Je ne m’avancerais pas à dire qu’il s’agit du meilleur James Bond, je ne me souviens que trop peu des anciens films pour cela, mais Casino Royale m’a bien emballé alors que je n’en attendais absolument rien. Il ne faut pas en attendre trop de réflexion ou de profondeurs, mais pour un simple divertissement, il est plutôt de bonne facture et rafraîchit une série qui commençait un peu à s’essoufler.
14 août 2006
La Jetée de Chris Marker (1962)
J'ai eu l'occasion de regarder aujourd'hui le film La Jetée, un film de science-fiction expérimentale de Chris Marker sorti en 1962. C'est au cours d'une interview du réalisateur japonais Mamoru Oshii que j'ai entendu parler de ce film, qui l'avait particulièrement influencé. Curiosité exacerbée par le fait que j'ai appris également que L'armée des douze singes de Terry Gilliam en était un remake.
La Jetée est en fait un roman-photo, un montage d’une succession d’images où le fil conducteur est la voix du narrateur. D’une durée de 26 minutes, il s’agit d’un film d’une rare profondeur qui traite de l’humanité, des voyages dans le temps, de l’importance de la mémoire et des souvenirs.
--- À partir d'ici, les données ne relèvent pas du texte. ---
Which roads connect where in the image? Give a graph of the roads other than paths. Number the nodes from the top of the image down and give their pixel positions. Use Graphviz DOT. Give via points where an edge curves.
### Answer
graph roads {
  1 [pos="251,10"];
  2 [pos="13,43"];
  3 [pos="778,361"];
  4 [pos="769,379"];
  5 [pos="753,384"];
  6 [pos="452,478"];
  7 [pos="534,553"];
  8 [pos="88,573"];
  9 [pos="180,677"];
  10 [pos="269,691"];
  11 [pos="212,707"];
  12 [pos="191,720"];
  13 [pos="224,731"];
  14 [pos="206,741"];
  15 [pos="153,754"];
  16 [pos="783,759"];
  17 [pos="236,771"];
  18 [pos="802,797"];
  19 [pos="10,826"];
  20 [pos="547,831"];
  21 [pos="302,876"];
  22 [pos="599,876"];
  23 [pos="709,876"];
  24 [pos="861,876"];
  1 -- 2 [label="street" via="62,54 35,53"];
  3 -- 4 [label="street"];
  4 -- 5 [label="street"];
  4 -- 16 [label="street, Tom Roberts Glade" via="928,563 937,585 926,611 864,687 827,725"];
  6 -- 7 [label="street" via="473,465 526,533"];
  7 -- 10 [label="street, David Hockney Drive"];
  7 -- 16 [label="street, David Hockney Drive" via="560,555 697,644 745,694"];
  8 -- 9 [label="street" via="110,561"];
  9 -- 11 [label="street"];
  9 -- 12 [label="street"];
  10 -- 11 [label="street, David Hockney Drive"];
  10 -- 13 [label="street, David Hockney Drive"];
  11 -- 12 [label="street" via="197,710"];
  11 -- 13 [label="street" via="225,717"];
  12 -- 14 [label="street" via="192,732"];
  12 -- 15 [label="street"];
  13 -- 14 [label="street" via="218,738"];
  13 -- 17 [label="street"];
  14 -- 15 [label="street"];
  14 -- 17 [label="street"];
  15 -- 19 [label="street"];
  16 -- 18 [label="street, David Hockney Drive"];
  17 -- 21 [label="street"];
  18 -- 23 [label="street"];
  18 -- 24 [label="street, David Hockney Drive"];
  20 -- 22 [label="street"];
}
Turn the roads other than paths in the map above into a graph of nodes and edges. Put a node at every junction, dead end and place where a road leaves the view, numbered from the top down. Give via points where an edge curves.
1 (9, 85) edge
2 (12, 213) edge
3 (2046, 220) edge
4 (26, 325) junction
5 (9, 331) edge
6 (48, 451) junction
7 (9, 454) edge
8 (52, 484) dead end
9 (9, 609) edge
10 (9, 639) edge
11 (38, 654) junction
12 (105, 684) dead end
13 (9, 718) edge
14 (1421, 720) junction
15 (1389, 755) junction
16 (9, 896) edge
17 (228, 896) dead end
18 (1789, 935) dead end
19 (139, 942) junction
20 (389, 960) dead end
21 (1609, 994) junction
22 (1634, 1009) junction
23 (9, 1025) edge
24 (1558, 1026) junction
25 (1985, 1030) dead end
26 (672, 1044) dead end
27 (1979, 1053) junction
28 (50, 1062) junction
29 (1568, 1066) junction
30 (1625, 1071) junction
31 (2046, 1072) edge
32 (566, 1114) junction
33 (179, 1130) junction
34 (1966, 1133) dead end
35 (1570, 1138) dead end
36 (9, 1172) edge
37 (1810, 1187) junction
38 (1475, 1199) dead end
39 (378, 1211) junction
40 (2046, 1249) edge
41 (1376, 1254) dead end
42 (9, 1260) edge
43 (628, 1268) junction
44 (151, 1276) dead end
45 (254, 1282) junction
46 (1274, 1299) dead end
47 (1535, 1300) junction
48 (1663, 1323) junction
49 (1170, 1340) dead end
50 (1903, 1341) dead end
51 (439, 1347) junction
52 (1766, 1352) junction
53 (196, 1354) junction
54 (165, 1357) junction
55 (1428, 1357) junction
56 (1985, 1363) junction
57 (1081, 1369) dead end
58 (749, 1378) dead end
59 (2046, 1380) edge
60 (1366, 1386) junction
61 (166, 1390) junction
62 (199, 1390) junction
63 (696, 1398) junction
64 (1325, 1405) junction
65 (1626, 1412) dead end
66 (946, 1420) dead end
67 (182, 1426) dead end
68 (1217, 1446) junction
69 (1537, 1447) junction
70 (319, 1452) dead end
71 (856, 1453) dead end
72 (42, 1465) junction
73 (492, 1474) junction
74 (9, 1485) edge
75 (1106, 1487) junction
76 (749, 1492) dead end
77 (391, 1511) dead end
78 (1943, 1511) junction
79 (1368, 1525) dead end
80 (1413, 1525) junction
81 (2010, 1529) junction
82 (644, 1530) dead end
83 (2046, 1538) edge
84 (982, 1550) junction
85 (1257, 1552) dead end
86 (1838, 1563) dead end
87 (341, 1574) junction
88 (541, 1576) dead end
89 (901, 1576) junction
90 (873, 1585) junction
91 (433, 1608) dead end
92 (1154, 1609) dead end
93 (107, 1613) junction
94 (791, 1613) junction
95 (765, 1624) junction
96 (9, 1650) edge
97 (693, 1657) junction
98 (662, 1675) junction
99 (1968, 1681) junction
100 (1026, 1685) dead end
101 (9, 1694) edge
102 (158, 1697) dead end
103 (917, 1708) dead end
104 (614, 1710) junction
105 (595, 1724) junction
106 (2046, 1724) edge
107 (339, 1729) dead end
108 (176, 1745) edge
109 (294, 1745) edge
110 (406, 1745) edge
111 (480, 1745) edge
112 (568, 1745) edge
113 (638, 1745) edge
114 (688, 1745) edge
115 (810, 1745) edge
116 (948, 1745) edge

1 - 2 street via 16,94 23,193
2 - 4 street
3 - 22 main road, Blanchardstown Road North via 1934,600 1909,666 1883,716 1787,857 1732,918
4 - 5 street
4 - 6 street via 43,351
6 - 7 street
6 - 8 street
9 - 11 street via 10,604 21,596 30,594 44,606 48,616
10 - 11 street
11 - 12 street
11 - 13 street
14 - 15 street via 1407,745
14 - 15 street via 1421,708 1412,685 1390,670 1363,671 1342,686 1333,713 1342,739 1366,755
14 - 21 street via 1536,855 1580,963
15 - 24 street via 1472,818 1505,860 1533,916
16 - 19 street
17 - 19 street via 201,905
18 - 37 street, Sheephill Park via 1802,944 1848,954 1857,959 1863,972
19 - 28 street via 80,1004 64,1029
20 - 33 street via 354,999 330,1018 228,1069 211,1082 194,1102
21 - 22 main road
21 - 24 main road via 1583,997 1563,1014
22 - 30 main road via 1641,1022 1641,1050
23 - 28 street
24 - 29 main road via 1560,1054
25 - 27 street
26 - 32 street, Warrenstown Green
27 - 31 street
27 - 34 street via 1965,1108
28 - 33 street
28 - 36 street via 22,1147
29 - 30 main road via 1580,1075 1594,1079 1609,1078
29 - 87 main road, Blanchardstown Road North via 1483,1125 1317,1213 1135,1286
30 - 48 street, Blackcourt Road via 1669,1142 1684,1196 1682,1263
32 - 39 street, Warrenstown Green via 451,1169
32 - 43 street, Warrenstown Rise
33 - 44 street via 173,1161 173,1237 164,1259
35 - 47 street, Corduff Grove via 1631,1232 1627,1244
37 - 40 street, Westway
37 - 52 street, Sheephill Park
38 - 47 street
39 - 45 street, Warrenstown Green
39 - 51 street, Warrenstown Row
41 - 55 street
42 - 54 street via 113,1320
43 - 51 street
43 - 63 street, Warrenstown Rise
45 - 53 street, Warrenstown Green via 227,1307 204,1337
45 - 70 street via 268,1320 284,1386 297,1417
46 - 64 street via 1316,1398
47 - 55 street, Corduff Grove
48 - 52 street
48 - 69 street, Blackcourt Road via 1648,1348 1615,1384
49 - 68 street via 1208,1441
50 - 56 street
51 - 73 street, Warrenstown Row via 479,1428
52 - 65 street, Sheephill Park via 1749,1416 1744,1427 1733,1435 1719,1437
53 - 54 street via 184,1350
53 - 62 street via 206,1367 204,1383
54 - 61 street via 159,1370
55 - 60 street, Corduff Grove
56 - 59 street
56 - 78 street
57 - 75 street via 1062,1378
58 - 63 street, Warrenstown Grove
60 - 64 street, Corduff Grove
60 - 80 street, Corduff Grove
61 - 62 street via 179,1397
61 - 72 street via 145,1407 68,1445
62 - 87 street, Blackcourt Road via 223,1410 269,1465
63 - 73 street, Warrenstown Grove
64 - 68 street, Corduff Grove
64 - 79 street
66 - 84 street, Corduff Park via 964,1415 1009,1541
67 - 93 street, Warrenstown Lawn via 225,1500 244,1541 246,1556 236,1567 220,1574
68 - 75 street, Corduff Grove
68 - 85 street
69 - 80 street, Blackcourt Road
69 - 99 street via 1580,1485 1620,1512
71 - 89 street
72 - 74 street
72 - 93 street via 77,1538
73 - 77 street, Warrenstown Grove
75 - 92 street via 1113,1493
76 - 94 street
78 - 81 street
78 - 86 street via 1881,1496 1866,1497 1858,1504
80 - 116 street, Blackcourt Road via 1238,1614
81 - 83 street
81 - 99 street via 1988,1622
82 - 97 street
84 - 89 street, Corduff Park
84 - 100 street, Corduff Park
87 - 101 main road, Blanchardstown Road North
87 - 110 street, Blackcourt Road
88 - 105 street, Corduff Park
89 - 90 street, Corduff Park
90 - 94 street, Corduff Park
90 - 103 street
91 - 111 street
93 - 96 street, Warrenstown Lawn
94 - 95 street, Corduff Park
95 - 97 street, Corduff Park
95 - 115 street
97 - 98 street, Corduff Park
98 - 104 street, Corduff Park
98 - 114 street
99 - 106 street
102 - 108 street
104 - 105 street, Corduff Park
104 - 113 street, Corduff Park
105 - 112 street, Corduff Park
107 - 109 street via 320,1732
L’histoire est simple mais subtile et touchante, l’esthétique est unique, à la fois troublante et envoûtante. Avec le minimum, La Jetée fait le maximum. La Jetée est une demi-heure d’une richesse unique, une vision de l’humanité où le moindre élément, la moindre image peut être sujette à interprétation. Le principal est expliqué mais chaque détail laisse libre recours à l’imaginaire du spectateur. La Jetée n’est pas un simple travail de narration, c’est une vision esthétique et philosophique de son auteur, une authentique pièce artistique qui supporte plusieurs visions. Il faut un talent exceptionnel pour donner autant de sens à quelques images fixes avec un seul narrateur.
Si l’Armée des douze singes est inspiré de La Jetée, ce dernier est lui-même inspiré de Sueurs Froides d’Alfred Hitchcock, lui-même l’adaptation du roman D’entre les morts des écrivains français Boileau-Narcejac de 1954.